Alphabet plans to lay off 12,000 Google workers
Google CEO Sundar Pichai said Friday the company is planning to lay off 12,000 people, becoming the latest tech company to slash jobs after rapid expansion during the pandemic.
The big picture: Tech layoffs started soaring late last year, becoming the new normal for an industry that is slowly losing its appeal.
Driving the news: Pichai said in a memo posted on Google’s blog Friday that an email had already been sent to U.S. employees who will be affected by the layoffs. The process for international employees "will take longer due to local laws and practices," he said.

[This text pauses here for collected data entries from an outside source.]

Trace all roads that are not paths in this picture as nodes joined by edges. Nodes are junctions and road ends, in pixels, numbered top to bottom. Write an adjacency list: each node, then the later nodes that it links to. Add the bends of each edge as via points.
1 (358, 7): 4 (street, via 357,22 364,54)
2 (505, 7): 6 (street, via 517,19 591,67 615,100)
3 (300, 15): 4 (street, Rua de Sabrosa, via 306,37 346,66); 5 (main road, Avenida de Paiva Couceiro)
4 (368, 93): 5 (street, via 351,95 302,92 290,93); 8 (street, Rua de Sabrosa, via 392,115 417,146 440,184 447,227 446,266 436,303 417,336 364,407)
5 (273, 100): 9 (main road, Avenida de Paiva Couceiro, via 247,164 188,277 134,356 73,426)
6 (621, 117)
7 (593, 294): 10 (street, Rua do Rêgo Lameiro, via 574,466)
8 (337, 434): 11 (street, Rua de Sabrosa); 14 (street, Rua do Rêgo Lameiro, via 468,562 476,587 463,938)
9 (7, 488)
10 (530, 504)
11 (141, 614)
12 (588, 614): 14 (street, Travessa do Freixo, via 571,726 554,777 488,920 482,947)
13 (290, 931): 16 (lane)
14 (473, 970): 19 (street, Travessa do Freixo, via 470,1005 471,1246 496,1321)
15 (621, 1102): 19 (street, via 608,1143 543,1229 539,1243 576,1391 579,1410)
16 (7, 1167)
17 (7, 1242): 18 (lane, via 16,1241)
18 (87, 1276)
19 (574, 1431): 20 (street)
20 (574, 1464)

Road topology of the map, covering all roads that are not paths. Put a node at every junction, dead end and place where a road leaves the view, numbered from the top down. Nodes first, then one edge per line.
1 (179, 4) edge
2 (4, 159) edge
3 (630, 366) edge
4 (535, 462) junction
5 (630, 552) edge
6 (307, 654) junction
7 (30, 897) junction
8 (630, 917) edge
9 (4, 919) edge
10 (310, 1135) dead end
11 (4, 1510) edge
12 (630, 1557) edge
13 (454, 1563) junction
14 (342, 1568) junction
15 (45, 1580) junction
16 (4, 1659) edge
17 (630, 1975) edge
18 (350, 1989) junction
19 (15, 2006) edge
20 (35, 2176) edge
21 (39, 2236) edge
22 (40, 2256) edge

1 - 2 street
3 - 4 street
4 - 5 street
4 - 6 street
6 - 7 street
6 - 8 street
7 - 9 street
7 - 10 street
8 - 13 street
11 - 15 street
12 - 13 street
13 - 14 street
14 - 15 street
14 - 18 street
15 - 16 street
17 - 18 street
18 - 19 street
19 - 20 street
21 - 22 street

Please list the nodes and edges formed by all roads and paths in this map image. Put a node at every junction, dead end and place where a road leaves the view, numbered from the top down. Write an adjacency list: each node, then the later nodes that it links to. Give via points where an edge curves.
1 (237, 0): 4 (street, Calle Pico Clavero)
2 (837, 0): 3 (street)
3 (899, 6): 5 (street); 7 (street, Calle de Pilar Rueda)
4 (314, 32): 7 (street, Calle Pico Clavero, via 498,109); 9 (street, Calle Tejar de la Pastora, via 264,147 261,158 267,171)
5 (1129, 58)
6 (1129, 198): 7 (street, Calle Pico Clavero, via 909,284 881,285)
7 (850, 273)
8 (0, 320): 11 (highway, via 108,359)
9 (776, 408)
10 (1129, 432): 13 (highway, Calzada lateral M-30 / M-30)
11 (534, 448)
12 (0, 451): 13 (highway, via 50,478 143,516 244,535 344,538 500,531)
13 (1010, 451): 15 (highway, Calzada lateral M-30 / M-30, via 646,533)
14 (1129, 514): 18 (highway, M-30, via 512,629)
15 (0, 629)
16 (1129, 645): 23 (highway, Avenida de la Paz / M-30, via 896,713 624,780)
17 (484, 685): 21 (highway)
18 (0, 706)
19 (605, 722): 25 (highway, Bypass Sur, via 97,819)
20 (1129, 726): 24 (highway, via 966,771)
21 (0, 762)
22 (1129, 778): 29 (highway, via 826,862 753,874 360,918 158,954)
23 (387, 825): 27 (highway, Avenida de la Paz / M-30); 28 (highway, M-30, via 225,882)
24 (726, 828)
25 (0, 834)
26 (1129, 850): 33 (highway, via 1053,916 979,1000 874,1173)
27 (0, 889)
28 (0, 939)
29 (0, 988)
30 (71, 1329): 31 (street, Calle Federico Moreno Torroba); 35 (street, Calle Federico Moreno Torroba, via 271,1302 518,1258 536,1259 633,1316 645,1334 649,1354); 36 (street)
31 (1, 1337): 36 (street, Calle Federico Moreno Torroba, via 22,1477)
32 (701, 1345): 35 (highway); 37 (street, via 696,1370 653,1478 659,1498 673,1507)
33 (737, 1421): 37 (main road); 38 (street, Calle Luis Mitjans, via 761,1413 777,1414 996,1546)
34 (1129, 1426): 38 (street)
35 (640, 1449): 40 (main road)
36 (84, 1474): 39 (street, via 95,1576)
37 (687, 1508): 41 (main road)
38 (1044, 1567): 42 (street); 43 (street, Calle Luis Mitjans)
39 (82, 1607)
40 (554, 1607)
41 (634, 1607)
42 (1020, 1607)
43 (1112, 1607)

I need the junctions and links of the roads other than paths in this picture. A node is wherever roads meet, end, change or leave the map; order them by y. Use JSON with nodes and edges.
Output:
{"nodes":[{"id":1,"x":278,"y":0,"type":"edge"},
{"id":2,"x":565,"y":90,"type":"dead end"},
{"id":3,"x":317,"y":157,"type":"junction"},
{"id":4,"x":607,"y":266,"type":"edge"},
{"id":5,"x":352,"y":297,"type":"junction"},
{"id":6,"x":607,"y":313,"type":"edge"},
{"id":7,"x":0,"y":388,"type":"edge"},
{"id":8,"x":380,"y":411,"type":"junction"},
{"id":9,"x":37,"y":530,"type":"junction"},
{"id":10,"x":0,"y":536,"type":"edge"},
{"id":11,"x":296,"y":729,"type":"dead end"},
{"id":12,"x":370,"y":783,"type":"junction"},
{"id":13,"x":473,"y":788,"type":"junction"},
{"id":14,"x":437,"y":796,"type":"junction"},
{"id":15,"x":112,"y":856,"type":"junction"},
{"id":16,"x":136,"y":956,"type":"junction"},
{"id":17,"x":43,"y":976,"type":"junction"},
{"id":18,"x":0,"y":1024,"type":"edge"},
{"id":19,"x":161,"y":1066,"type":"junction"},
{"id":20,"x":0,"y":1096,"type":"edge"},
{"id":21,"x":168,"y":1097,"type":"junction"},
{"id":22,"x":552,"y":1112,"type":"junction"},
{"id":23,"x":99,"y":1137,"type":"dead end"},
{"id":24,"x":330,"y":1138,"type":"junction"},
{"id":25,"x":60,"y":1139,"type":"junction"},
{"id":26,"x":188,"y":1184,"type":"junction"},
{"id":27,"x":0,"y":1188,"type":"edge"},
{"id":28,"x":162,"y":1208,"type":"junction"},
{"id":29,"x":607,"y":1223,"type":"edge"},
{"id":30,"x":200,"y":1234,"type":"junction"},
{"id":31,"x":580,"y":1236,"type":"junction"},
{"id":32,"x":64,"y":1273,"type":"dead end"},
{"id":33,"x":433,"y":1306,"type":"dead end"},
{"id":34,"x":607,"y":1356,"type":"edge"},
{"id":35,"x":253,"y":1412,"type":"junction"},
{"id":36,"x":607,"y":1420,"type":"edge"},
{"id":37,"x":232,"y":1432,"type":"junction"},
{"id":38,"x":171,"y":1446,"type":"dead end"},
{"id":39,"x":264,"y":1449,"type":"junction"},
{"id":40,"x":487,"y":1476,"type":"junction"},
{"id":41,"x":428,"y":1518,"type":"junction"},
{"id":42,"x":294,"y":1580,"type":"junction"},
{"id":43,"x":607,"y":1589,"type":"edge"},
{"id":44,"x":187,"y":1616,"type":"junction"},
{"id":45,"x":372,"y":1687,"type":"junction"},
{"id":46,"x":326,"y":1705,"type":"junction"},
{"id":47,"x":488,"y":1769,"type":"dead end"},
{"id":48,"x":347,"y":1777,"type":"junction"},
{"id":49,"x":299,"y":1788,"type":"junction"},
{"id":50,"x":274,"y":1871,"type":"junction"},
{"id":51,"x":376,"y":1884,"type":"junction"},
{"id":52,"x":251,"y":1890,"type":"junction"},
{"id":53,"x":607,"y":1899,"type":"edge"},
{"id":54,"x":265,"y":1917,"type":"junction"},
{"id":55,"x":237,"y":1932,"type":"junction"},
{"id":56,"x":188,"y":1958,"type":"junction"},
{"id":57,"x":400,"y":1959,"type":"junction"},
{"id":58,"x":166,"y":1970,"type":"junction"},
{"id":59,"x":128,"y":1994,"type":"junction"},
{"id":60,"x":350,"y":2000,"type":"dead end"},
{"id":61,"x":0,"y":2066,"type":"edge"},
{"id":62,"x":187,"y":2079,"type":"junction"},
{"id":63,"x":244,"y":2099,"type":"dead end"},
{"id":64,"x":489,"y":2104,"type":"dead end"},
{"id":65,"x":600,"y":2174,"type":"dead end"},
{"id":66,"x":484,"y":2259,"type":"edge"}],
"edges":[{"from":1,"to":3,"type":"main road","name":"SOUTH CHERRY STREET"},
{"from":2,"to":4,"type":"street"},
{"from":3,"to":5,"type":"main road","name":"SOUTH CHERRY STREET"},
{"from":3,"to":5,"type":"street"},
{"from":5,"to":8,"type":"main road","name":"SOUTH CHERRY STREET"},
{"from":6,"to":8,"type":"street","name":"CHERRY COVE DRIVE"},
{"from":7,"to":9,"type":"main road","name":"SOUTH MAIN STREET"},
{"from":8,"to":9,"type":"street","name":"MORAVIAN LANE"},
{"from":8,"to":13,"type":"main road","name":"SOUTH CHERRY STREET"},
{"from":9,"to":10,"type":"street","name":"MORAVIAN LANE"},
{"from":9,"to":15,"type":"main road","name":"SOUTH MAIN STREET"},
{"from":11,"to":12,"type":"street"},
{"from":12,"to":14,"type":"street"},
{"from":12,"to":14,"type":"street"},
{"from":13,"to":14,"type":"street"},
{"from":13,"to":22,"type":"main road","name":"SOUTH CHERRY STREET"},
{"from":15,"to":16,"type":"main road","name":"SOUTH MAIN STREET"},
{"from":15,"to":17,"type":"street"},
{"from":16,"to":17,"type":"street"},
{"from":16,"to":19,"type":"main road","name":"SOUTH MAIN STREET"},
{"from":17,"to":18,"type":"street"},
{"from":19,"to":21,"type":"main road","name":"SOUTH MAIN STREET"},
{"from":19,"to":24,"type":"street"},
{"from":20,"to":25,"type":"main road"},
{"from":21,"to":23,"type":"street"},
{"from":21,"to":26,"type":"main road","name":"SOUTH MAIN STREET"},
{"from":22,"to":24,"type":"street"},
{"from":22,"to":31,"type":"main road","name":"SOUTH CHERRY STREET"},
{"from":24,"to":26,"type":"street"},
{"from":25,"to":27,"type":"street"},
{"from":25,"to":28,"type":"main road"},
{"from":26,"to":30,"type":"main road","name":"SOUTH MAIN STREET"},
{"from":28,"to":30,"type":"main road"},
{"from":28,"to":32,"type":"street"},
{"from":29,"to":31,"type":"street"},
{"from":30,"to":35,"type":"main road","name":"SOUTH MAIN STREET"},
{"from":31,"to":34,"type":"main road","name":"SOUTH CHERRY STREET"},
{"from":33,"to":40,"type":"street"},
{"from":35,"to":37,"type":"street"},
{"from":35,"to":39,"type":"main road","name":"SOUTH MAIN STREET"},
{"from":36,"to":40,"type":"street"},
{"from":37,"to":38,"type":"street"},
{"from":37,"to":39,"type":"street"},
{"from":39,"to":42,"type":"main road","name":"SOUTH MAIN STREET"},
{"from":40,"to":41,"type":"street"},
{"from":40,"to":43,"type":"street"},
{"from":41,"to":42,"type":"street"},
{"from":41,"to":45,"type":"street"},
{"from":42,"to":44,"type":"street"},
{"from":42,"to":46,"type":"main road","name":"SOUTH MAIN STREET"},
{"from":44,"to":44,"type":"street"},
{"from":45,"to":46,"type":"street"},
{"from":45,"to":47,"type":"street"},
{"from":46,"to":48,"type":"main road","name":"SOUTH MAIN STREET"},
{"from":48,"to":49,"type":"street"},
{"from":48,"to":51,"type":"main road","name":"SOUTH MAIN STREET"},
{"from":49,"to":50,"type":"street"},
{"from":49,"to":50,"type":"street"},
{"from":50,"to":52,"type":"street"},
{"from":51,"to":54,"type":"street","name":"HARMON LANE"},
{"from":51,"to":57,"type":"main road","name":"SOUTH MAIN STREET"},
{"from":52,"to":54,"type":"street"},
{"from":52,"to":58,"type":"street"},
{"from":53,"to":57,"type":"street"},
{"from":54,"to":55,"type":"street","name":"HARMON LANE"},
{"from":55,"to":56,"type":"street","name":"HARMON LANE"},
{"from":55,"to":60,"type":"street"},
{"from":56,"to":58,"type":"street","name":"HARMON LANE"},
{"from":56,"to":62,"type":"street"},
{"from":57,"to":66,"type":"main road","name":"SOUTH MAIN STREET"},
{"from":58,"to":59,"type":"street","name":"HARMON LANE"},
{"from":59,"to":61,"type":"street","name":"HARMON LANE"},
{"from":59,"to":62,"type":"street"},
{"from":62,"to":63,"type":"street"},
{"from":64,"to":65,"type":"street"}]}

- “Over the past two years we’ve seen periods of dramatic growth," Pichai wrote on the Google blog. "To match and fuel that growth, we hired for a different economic reality than the one we face today."
- He said Google plans to eliminate jobs after a review "across product areas and functions to ensure that our people and roles are aligned with our highest priorities as a company."
Details: Pichai said Google will pay employees during their full notification period, with a minimum of 60 days along with a severance package, which will begin at 16 weeks salary with an additional two weeks of pay for every additional year worked at Google.
Zoom out: Google is the latest major company to make drastic job cuts. Microsoft said earlier this week it plans to lay off close to 10,000 workers. Amazon announced in early January it would cut 18,000 jobs and Salesforce said it plans to lay off 10% of its staff.
- More cuts are expected this year given the aggressive expansion by many tech companies during the pandemic, Axios Seattle’s Christine Clarridge writes. The threat of layoffs and instability have only lessened the appeal of these tech jobs, which once seemed immune to the broader economy.